Quilt pattern collectors know little about the Laura Wheeler/Alice Brooks company which was formed as Needlecraft Service in 1932. The name was changed to Reader Mail in 1944. Quilt historian Wilene Smith determined that Nathan Kogan, Max Levine and Anne Borne formed the business, but we have few ideas as to who the actual pattern designers were.

Needlecraft's Tulip Quilt, last half of the 20th century

Needlecraft's patterns appeared in dozens of newspapers in the 1930s and still run today. The 1930s were the prime years for their quilt patterns. They also sold crochet, knitting, fashion and embroidery patterns. Fictional names like Carol Curtis or Alice Brooks gave a personal touch to the patterns that were neither a column nor an advertisement, but something called a "reader service feature." Readers sent a dime to a New York address at the Old Chelsea Station post office and received a full-size pattern in the mail.

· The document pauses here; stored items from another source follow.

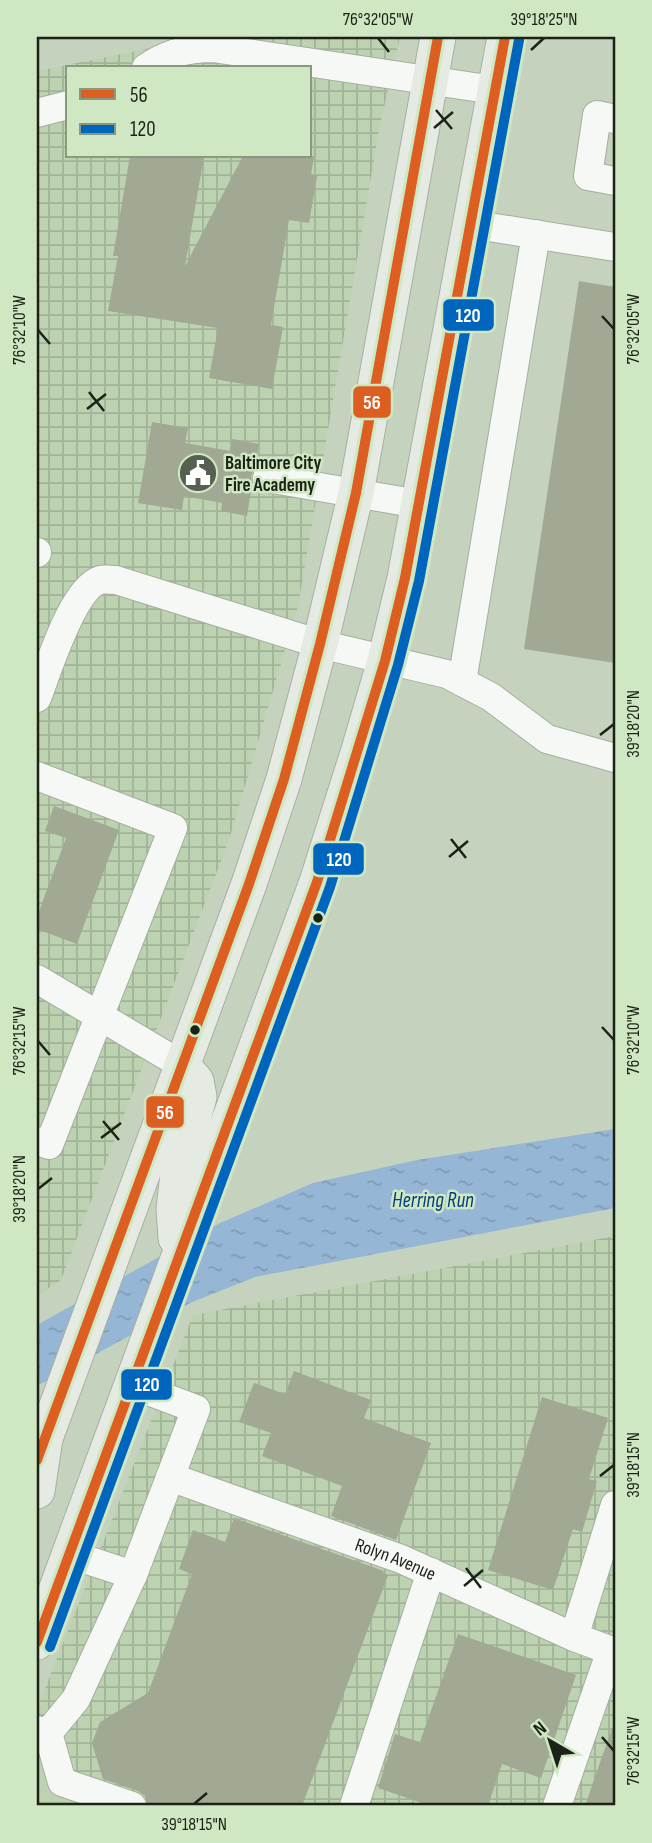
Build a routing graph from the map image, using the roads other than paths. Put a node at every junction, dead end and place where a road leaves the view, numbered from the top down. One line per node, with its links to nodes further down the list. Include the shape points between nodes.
1 (438, 37): 4 (main road)
2 (505, 37): 5 (main road)
3 (149, 66): 4 (lane, via 163,56 214,48)
4 (431, 80): 5 (lane); 14 (main road)
5 (494, 90): 10 (main road)
6 (66, 106): 7 (lane)
7 (37, 113)
8 (615, 119): 9 (lane, via 597,115 588,176)
9 (615, 181)
10 (470, 224): 11 (lane); 15 (main road)
11 (536, 234): 12 (lane); 18 (lane)
12 (615, 247)
13 (267, 478): 14 (lane)
14 (356, 493): 15 (lane); 16 (main road)
15 (419, 504): 17 (main road)
16 (320, 644): 17 (lane); 19 (lane, via 116,580 100,580 75,603); 24 (main road, via 280,792)
17 (385, 661): 18 (lane, via 447,674); 26 (main road, via 317,882)
18 (462, 682): 20 (lane, via 491,697 547,739)
19 (37, 698)
20 (615, 758)
21 (37, 776): 23 (lane, via 173,828)
22 (37, 979): 23 (lane)
23 (100, 1016): 24 (lane); 25 (lane, via 49,1144)
24 (182, 1065): 26 (main road, via 196,1081 199,1097 178,1174 174,1209); 28 (main road)
25 (37, 1142)
26 (178, 1259): 27 (main road)
27 (138, 1370): 29 (lane, via 196,1409); 32 (main road)
28 (41, 1447): 30 (main road)
29 (170, 1477): 33 (lane, Rolyn Avenue); 34 (lane)
30 (37, 1491)
31 (615, 1505): 35 (lane)
32 (69, 1554): 34 (lane); 36 (main road)
33 (431, 1572): 35 (lane, Rolyn Avenue); 40 (lane)
34 (133, 1575): 38 (lane, via 76,1699)
35 (575, 1637): 37 (lane, Rolyn Avenue)
36 (37, 1642)
37 (613, 1651): 41 (lane)
38 (43, 1732): 39 (lane, via 62,1782)
39 (132, 1806)
40 (354, 1806)
41 (557, 1806)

Information on Laura Wheeler is from my recent book The Kansas City Star Quilts Sampler.

The Block

Daredevils pattern for a 15" block.
Cut paper templates. Add seams to the fabric.

How to print:
Create a word file or a new empty JPG file that is 8-1/2" x 11".
Click on the images above.
Right click on each and save to your file.
Print that file out 8-1/2" x 11". The small squares should measure 1".
Adjust the printed page size if necessary.

Hazel Ying Lee 1932
Hazel died flying for the WASPs during World War II:


  1. Another good read featuring the fascinating history of patterns published in the newspapers along with the write-up about Hazel Ying Lee. Surely different times as it seems this week's aviator Hazel is posing with a lit cigarette in her hand right next to a lot of flammable items. Thanks for all this Barbara.

  2. Wow, what a pioneer - woman, Chinese, and pilot, plus it looks like she was smoking a cigarette in that picture! Thank you so much for sharing this one. I never knew about her, and now I've read the link you provided and learned something wonderful.

  3. I'm having trouble printing out an accurate copy of both pages. It is printing it out too small. The first two blocks printed out just right on the same printer. Any suggestions?

  4. I'm with my sister who has had heart surgery, kinda hurts to think, do you have any instructions on my dare devil patterns? Your articles are fascinating!